--- START ---

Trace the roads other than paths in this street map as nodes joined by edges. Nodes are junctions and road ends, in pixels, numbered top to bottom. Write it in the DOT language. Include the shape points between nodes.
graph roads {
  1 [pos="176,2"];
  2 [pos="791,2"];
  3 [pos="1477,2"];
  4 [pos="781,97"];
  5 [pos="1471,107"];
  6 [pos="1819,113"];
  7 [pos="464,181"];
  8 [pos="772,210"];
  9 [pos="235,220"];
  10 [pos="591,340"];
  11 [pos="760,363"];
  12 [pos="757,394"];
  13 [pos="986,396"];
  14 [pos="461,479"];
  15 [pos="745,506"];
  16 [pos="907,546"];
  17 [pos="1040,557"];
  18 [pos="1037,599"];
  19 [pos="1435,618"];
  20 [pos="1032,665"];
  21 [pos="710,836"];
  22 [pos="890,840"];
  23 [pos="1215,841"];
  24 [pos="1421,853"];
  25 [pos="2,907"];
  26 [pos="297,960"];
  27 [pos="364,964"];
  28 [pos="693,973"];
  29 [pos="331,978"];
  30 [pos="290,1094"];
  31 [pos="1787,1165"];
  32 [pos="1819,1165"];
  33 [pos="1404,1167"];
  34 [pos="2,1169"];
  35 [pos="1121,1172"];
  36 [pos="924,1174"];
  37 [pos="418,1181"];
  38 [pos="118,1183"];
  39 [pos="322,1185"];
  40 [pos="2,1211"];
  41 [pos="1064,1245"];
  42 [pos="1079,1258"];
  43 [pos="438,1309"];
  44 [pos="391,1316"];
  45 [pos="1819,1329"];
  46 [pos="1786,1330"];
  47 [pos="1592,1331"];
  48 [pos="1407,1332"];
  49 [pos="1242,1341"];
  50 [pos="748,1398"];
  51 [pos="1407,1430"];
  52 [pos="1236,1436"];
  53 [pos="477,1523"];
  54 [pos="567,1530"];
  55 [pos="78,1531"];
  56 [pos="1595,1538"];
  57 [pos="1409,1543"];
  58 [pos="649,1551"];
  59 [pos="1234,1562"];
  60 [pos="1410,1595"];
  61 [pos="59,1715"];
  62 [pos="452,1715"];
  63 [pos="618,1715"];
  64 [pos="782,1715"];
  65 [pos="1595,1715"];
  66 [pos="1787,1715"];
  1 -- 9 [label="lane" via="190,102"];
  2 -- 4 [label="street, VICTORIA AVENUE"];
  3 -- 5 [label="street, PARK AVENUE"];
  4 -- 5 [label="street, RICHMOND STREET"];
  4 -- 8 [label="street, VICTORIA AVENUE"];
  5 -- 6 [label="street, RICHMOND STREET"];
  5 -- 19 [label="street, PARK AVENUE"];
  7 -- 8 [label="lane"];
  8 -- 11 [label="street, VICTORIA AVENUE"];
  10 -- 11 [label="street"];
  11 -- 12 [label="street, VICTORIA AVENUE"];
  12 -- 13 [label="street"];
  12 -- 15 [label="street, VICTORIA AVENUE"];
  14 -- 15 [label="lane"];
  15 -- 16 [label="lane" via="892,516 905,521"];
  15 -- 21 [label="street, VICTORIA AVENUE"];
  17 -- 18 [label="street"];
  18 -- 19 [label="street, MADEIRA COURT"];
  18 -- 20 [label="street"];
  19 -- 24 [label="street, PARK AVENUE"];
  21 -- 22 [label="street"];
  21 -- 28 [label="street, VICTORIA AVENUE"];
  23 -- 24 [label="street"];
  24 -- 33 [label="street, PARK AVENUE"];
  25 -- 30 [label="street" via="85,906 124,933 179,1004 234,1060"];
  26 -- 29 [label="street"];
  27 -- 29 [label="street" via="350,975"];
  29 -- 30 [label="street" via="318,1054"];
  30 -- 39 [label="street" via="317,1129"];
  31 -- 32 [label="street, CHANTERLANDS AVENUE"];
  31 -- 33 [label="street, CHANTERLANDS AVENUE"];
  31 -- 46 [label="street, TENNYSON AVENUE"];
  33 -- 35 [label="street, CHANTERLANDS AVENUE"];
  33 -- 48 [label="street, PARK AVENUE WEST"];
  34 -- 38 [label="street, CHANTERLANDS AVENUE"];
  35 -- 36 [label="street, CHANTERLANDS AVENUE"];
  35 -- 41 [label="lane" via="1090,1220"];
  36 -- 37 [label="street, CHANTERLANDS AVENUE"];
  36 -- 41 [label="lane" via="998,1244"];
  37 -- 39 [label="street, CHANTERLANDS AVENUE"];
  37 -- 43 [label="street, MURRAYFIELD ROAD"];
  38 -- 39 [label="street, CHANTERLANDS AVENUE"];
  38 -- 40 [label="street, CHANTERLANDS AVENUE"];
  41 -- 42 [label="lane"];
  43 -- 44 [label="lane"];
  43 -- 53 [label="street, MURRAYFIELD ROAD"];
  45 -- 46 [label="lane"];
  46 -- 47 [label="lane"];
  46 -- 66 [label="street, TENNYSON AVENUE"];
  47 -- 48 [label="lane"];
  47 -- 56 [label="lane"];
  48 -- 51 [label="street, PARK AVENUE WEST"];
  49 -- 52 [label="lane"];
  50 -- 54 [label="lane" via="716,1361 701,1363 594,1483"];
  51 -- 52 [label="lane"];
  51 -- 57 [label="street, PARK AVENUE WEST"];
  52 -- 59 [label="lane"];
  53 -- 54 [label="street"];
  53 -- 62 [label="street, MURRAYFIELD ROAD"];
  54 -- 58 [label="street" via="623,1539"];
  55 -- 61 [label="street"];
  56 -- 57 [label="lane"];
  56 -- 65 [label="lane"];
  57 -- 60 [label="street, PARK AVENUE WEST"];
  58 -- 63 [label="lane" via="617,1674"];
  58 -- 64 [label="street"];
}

--- END ---

• **WHAT TO WORK ON**
Filter the entries down to the lines containing "PARK". Copy each of those lines.

• **TASK ANSWER**
  3 -- 5 [label="street, PARK AVENUE"];
  5 -- 19 [label="street, PARK AVENUE"];
  19 -- 24 [label="street, PARK AVENUE"];
  24 -- 33 [label="street, PARK AVENUE"];
  33 -- 48 [label="street, PARK AVENUE WEST"];
  48 -- 51 [label="street, PARK AVENUE WEST"];
  51 -- 57 [label="street, PARK AVENUE WEST"];
  57 -- 60 [label="street, PARK AVENUE WEST"];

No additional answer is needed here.